The state does not berate the Church for its failure to subscribe to orthodox doctrine. Likewise the Church is not expected to trespass on the concerns of the state. Very neat, really, until you look at today's first reading.

The Persian king Cyrus is referred to as the Lord's anointed one. Isaiah goes even further and says that the king is the means whereby the power of Yahweh becomes known in the world: Though you do not know me, I have armed you so that it may be known from east to west that there is no one except me. Orthodox Jewish teaching at the time of Jesus would similarly be that Caesar, on this understanding was the servant and minister of God.

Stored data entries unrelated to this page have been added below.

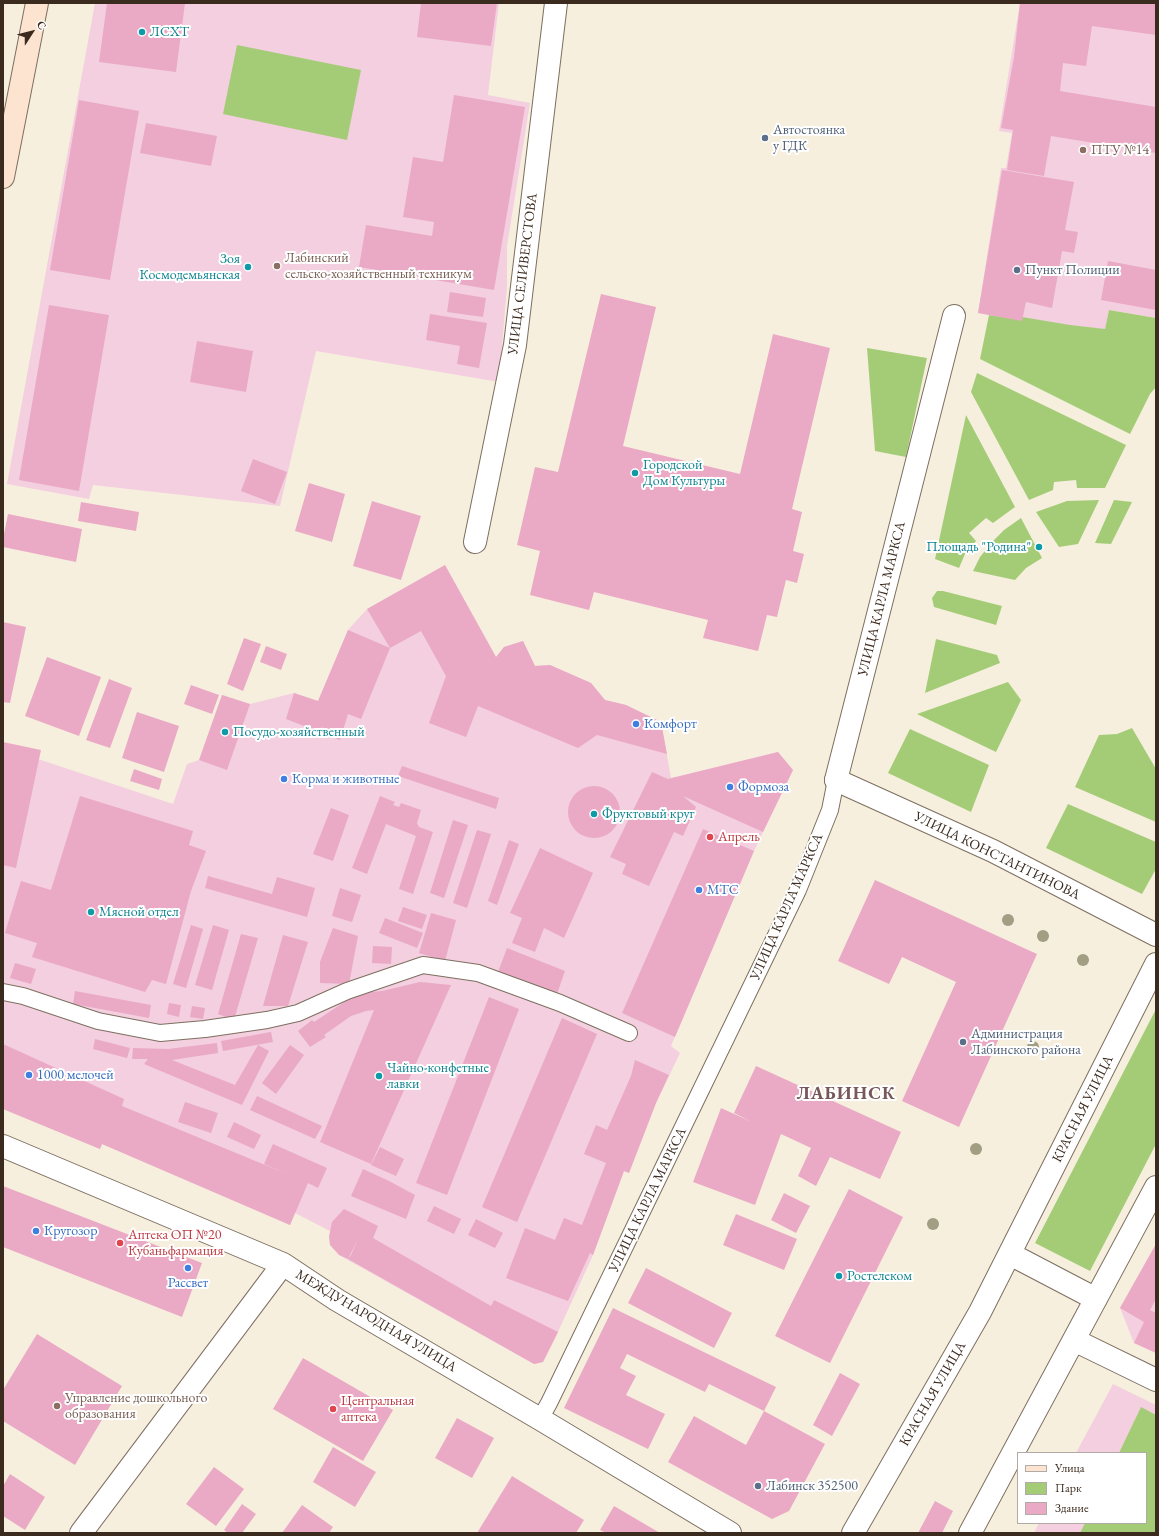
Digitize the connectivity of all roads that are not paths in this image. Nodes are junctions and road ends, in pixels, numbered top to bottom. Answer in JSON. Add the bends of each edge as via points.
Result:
{"nodes":[{"id":1,"x":37,"y":3,"type":"edge"},
{"id":2,"x":556,"y":3,"type":"edge"},
{"id":3,"x":3,"y":177,"type":"edge"},
{"id":4,"x":954,"y":316,"type":"dead end"},
{"id":5,"x":475,"y":542,"type":"dead end"},
{"id":6,"x":836,"y":780,"type":"junction"},
{"id":7,"x":1156,"y":935,"type":"edge"},
{"id":8,"x":1156,"y":964,"type":"edge"},
{"id":9,"x":3,"y":992,"type":"edge"},
{"id":10,"x":629,"y":1033,"type":"dead end"},
{"id":11,"x":3,"y":1146,"type":"edge"},
{"id":12,"x":1156,"y":1187,"type":"edge"},
{"id":13,"x":1010,"y":1254,"type":"junction"},
{"id":14,"x":283,"y":1264,"type":"junction"},
{"id":15,"x":1096,"y":1299,"type":"junction"},
{"id":16,"x":1074,"y":1340,"type":"junction"},
{"id":17,"x":1156,"y":1380,"type":"edge"},
{"id":18,"x":540,"y":1419,"type":"junction"},
{"id":19,"x":81,"y":1533,"type":"edge"},
{"id":20,"x":730,"y":1533,"type":"edge"},
{"id":21,"x":853,"y":1533,"type":"edge"},
{"id":22,"x":970,"y":1533,"type":"edge"}],
"edges":[{"from":1,"to":3,"type":"main road"},
{"from":2,"to":5,"type":"street","name":"УЛИЦА СЕЛИВЕРСТОВА","via":[[515,345]]},
{"from":4,"to":6,"type":"street","name":"УЛИЦА КАРЛА МАРКСА"},
{"from":6,"to":7,"type":"street","name":"УЛИЦА КОНСТАНТИНОВА","via":[[993,851]]},
{"from":6,"to":18,"type":"lane","name":"УЛИЦА КАРЛА МАРКСА","via":[[830,810],[798,890]]},
{"from":8,"to":13,"type":"street","name":"КРАСНАЯ УЛИЦА"},
{"from":9,"to":10,"type":"lane","via":[[23,996],[98,1021],[160,1033],[205,1029],[298,1013],[347,991],[423,965],[478,972]]},
{"from":11,"to":14,"type":"street","name":"МЕЖДУНАРОДНАЯ УЛИЦА"},
{"from":12,"to":15,"type":"street"},
{"from":13,"to":15,"type":"street"},
{"from":13,"to":21,"type":"street","name":"КРАСНАЯ УЛИЦА","via":[[980,1312]]},
{"from":14,"to":18,"type":"street","name":"МЕЖДУНАРОДНАЯ УЛИЦА","via":[[337,1300]]},
{"from":14,"to":19,"type":"street"},
{"from":15,"to":16,"type":"street"},
{"from":16,"to":17,"type":"street"},
{"from":16,"to":22,"type":"street"},
{"from":18,"to":20,"type":"street","name":"МЕЖДУНАРОДНАЯ УЛИЦА"}]}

So though the coinage belongs to Caesar, everything in the end belongs to God. God is to be found in and through everything and even the pagan Romans are answerable to him, though they do not acknowledge his existence.

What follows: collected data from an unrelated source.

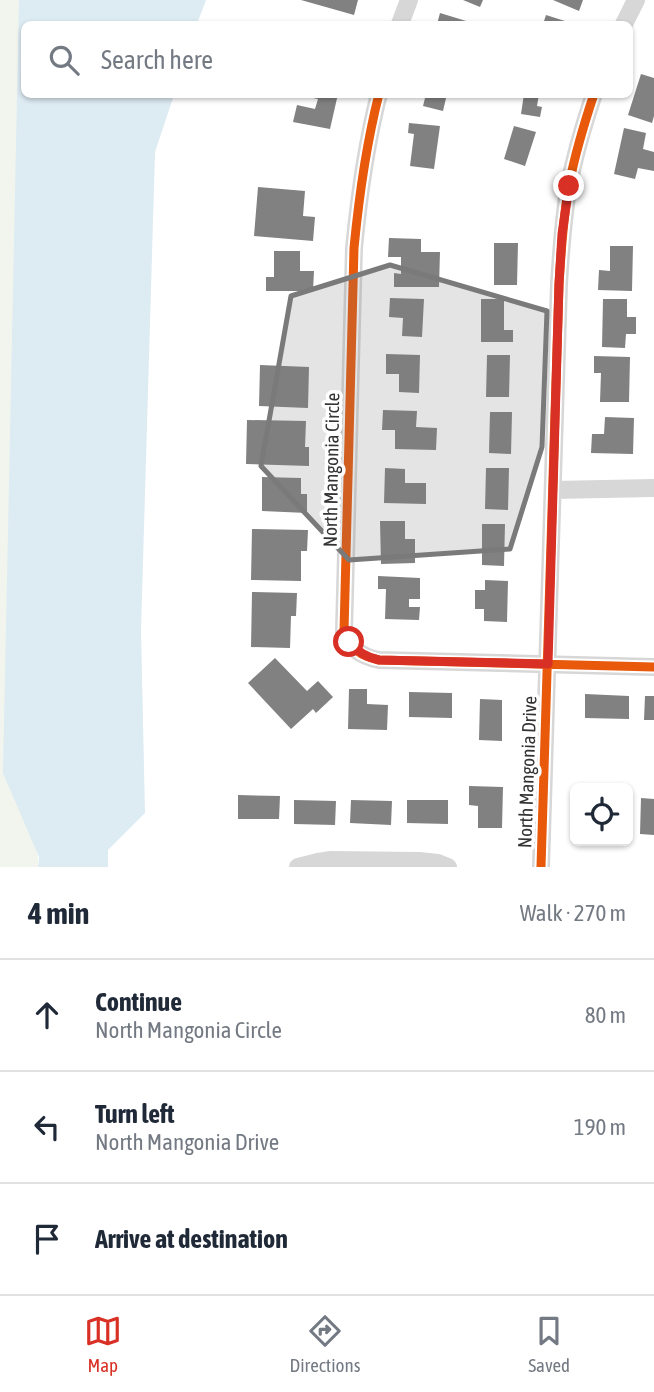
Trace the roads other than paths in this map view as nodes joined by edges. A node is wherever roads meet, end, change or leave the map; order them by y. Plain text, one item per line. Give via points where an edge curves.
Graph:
1 (409, 0) edge
2 (636, 0) edge
3 (401, 21) edge
4 (626, 21) edge
5 (378, 98) edge
6 (593, 98) edge
7 (654, 488) edge
8 (553, 490) junction
9 (548, 664) junction
10 (654, 667) edge
11 (298, 867) edge
12 (448, 867) edge
13 (541, 867) edge

1 - 3 street
2 - 4 street
5 - 9 street, North Mangonia Circle via 361,181 354,248 344,631 357,651 379,660
6 - 8 street, North Mangonia Drive via 569,186 562,234
7 - 8 street
8 - 9 street, North Mangonia Drive
9 - 10 street, North Mangonia Circle
9 - 13 street, North Mangonia Drive
11 - 12 street via 331,860 419,861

So what Jesus is saying is, yes, OK, pay the money to Caesar, but don't forget that God is one and that he creates and sustains in being all that is. So at a very important level there is no separation, no duality between sacred and secular, and it is impossible to talk about the things of God without referring to everything that is.

This conviction is underlined by God's being born into the world as a human person, to declare the sanctity of everything that exists, especially the human race.

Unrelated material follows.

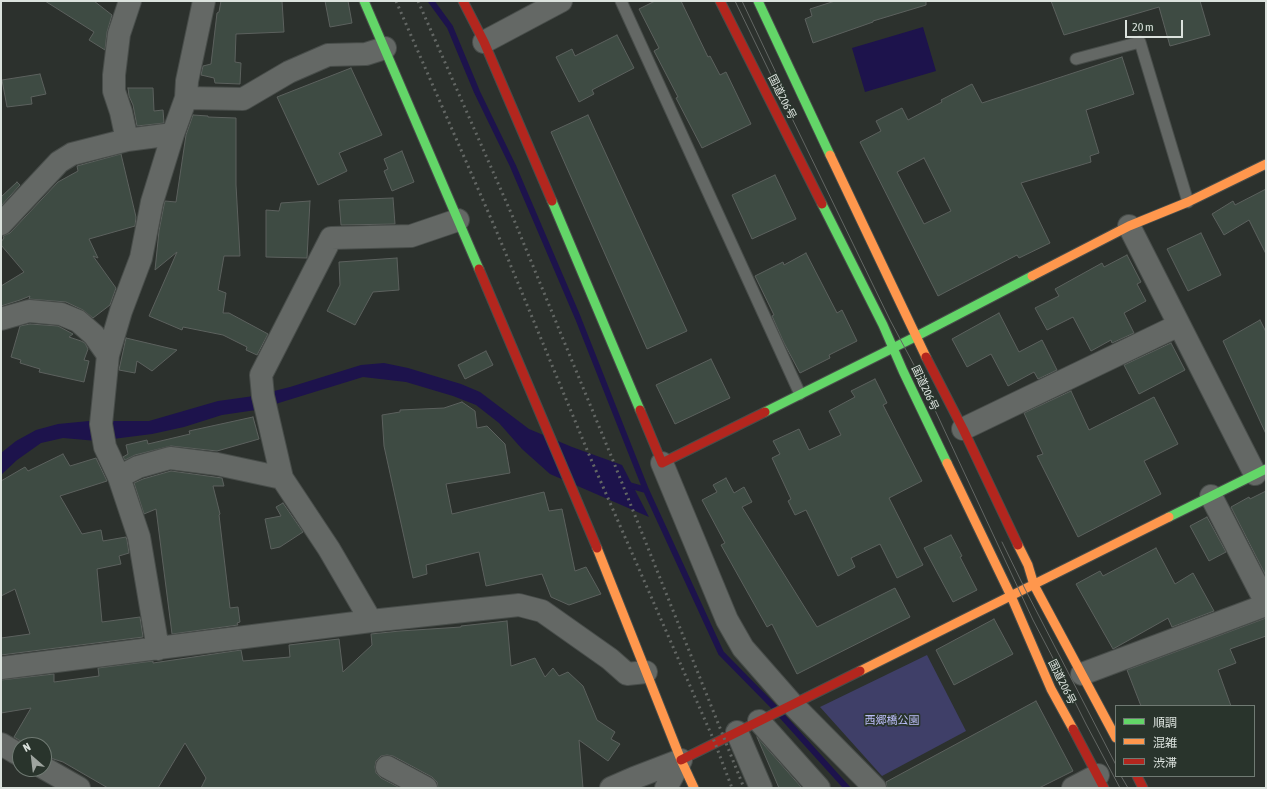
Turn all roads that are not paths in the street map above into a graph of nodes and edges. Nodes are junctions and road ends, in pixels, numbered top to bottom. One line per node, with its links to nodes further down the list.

All life comes from God, and the Church is in the business of proclaiming that and developing the kind of community where God is acknowledged and worshipped, and where the response of the community to the God of love gives rise to a set of values which includes a concern for social justice and support for the weak.

So it is not dualism that the answer of Jesus should produce, but synthesis - a realisation that every area of life belongs to God.
To insist on separation is perilous in the extreme for the Church's integrity, though it may lead for a time to a quiet life.

In Germany in the 1930s the Lutheran Church took the line that the Church did not exist to serve humankind or the German people but only the Word of God. A synod in 1934 attacked the theology of the German christians, but was careful not to attack the theology or practice of National socialism. Later Karl Barth admitted that disaster might have been averted if the Church had not kept silent over matters to do with the exercise of earthly power.

In other, perhaps less dramatic ways, since then, the Church has tended to remain supine, content with the notion that there are two kingdoms, the earthly and the heavenly, distinct and separate. For Jesus, whilst God was One and supreme, money was a real rival. The best thing to do with Caesar's money was to give it back to him.

If we are true to the Gospel we cannot remain on distinct 'spiritual' territory and ignore the so-called secular and political world.
In any case we clearly belong to both worlds by the nature of the lives we lead. We form opinions ourselves, and we are influenced by others.

To be true to the Gospel we have to be prepared to engage in a critique of political philosophies and pay no heed to those who tell us that we are too ill-informed to have a valid view.

There is a long tradition of christian social theory, rooted in the doctrine of the incarnation. To heed the Gospel, to move the mission forward, is to work for the recognition of the God of love. But in view of that love we must also work for the transformation of society.

To give to God what belongs to God means to be willing to question all social and political assumptions and to be prepared to refuse to be satisfied with things as they are.

As change has been part of the Church experience from the beginning, so impatience for change and improvement in society is part of our tradition, but any initiative will be doomed to failure unless it is built up on faith in God and starts here at his table, where barriers are down and the arms of his Son Jesus reach out in embrace to all.